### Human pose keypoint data
+--
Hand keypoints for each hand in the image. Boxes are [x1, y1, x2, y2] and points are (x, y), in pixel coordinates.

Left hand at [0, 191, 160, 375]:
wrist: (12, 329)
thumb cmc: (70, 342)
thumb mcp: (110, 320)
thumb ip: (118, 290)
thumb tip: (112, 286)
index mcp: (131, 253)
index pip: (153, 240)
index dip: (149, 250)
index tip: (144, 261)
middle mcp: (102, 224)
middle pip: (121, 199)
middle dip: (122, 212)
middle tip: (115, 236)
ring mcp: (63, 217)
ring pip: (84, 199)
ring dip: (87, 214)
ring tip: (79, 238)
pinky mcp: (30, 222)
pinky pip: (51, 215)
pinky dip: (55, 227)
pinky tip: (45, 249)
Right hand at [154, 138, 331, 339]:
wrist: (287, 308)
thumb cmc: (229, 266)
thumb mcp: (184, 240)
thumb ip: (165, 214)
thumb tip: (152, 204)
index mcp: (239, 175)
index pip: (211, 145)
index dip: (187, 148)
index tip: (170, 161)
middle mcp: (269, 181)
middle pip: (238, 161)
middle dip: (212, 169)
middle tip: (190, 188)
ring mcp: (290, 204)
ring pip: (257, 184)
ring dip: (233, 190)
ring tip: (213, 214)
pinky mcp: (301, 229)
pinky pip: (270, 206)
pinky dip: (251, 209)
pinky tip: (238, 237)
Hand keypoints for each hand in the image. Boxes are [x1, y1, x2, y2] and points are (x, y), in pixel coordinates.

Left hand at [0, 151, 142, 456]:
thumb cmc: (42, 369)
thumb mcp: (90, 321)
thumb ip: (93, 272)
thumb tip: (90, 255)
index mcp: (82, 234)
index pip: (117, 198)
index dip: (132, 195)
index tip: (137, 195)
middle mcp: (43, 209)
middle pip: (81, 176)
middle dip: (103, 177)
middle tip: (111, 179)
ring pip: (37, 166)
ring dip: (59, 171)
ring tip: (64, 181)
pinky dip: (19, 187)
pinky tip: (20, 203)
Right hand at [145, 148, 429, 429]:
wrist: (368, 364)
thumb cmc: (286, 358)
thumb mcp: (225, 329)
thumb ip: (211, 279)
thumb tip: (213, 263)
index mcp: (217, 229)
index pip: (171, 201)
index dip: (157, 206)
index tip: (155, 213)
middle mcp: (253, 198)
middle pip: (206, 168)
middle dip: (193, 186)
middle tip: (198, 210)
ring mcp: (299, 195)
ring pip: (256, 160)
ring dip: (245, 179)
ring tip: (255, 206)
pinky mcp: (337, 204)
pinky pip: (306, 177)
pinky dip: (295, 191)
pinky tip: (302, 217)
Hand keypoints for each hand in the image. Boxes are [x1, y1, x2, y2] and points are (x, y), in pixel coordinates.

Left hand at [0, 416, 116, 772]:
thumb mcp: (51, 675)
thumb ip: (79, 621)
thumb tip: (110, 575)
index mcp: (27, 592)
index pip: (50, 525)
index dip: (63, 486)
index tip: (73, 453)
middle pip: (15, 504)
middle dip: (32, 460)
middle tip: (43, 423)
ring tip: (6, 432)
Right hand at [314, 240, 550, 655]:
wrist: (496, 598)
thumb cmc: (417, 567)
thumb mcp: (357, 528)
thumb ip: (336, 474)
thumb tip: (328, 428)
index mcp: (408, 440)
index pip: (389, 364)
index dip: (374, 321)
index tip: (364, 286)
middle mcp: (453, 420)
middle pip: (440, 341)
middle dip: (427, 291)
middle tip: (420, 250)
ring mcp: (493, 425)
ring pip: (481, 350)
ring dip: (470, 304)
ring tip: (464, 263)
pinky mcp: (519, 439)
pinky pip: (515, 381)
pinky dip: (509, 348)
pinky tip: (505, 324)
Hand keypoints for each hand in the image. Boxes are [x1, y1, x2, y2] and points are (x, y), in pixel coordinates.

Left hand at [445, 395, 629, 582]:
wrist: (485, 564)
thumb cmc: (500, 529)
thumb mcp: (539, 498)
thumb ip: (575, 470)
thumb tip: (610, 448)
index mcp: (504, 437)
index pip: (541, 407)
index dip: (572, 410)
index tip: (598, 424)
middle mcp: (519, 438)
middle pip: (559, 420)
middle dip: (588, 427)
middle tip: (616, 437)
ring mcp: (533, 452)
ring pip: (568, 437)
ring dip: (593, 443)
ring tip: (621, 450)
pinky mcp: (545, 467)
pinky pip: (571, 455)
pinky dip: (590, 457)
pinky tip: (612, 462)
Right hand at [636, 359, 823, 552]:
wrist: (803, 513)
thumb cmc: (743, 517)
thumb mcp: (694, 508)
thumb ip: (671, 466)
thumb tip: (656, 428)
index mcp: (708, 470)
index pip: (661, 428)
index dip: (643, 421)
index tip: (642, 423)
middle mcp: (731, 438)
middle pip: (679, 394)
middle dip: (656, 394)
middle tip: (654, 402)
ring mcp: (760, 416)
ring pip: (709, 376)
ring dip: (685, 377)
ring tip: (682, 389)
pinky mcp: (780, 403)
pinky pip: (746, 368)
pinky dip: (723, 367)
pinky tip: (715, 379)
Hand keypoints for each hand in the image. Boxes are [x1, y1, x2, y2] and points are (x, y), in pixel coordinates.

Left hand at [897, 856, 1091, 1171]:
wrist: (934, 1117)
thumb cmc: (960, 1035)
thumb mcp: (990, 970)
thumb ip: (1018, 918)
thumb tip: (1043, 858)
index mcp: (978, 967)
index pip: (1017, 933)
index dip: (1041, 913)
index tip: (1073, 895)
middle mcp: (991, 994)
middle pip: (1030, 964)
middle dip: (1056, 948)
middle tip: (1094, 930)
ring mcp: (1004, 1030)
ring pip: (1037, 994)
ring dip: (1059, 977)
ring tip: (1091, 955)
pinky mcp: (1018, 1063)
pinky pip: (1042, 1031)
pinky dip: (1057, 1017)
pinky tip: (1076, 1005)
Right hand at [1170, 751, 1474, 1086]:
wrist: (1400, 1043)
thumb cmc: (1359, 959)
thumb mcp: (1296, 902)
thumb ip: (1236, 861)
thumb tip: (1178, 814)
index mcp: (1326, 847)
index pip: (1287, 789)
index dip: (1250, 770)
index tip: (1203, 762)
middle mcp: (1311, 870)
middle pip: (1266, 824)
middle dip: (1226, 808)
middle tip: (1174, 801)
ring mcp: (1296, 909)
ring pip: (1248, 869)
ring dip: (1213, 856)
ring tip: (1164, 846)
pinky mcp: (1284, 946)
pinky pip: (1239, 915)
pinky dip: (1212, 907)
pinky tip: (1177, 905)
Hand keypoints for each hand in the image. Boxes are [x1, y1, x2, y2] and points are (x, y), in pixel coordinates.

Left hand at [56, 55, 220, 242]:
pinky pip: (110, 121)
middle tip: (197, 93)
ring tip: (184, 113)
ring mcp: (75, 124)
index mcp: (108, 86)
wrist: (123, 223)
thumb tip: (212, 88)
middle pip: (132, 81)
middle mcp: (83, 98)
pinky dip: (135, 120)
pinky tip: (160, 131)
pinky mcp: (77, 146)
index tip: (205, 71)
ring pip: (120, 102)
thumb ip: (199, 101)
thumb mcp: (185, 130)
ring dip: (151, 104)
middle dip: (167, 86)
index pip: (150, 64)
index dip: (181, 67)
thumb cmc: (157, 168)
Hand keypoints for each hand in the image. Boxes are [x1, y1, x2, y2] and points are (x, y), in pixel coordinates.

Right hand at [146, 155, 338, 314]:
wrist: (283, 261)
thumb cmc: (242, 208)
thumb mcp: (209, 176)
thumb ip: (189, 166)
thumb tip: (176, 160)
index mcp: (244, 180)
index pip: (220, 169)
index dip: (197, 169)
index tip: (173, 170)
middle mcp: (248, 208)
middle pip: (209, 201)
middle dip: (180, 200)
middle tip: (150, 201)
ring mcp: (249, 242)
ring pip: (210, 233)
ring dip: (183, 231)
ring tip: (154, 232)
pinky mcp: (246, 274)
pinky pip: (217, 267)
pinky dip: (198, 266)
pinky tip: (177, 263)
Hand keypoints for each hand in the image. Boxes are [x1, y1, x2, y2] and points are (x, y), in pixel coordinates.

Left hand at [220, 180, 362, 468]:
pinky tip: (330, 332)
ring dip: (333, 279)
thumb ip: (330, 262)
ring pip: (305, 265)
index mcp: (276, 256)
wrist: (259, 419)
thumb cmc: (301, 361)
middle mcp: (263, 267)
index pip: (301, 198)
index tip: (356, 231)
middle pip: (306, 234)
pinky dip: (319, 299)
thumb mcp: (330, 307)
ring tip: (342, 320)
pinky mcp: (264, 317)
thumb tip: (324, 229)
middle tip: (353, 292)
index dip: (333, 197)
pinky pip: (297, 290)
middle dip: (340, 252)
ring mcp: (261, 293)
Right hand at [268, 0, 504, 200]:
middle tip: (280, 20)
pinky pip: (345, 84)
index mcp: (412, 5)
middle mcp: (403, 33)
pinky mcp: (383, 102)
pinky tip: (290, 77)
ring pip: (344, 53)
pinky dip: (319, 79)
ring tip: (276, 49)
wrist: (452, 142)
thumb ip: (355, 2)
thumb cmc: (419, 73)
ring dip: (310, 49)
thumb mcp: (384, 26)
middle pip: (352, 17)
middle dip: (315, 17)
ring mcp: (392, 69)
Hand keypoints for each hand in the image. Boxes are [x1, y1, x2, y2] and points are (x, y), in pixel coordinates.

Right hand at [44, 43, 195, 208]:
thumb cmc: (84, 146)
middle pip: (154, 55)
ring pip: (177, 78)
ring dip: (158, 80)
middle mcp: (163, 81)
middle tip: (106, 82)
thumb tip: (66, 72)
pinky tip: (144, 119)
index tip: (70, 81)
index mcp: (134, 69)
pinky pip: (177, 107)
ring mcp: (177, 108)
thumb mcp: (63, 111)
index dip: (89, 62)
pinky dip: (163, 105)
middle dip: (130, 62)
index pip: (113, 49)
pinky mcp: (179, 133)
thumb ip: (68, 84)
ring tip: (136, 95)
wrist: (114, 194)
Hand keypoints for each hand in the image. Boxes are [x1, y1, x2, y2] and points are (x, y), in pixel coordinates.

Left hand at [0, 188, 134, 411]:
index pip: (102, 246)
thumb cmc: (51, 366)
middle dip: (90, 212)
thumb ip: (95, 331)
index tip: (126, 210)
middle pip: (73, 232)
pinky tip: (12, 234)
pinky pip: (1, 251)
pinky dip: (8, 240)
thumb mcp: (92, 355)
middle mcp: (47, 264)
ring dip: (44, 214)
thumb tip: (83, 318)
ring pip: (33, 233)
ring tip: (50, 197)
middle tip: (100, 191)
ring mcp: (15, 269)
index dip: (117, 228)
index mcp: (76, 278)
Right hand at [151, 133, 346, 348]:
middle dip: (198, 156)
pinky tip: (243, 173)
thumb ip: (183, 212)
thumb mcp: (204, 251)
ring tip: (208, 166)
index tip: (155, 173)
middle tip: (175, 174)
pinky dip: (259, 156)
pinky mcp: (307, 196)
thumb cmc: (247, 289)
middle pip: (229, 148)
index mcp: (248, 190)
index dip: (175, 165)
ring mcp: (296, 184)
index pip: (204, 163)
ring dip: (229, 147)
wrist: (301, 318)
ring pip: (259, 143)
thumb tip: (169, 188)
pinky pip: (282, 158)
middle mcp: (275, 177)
+--
### Requirement
Please transcribe only the lines in the records above running from the line that has "pinky pip: (270, 206)" through the line that has "middle tip: (43, 423)", both included, exactly as they appear.

### Worked solution
pinky pip: (270, 206)
pinky dip: (251, 209)
pinky tip: (238, 237)
Hand keypoints for each hand in the image. Boxes are [x1, y1, x2, y2] and points are (x, y), in pixel coordinates.

Left hand at [0, 151, 142, 456]:
thumb cmc: (42, 369)
thumb mcp: (90, 321)
thumb ip: (93, 272)
thumb tip: (90, 255)
index mcp: (82, 234)
index pip: (117, 198)
index dip: (132, 195)
index tip: (137, 195)
middle mcp: (43, 209)
middle pip: (81, 176)
middle dip: (103, 177)
middle tip: (111, 179)
ring pip: (37, 166)
ring dip: (59, 171)
ring tip: (64, 181)
pinky dip: (19, 187)
pinky tip: (20, 203)
Right hand at [145, 148, 429, 429]:
wrist: (368, 364)
thumb cmc: (286, 358)
thumb mcp: (225, 329)
thumb ip: (211, 279)
thumb tip: (213, 263)
index mcp: (217, 229)
index pip: (171, 201)
index dip: (157, 206)
index tip: (155, 213)
middle mcp: (253, 198)
middle pip: (206, 168)
middle dip: (193, 186)
middle tip: (198, 210)
ring mcp: (299, 195)
ring pip: (256, 160)
ring dip: (245, 179)
ring tip: (255, 206)
pinky mcp: (337, 204)
pinky pip: (306, 177)
pinky dip: (295, 191)
pinky tip: (302, 217)
Hand keypoints for each hand in the image. Boxes are [x1, y1, x2, y2] and points are (x, y), in pixel coordinates.

Left hand at [0, 416, 116, 772]:
thumb mcp: (51, 675)
thumb ip: (79, 621)
thumb tip: (110, 575)
index mcp: (27, 592)
index pip: (50, 525)
index dip: (63, 486)
index tip: (73, 453)
middle pip: (15, 504)
middle dip: (32, 460)
middle tip: (43, 423)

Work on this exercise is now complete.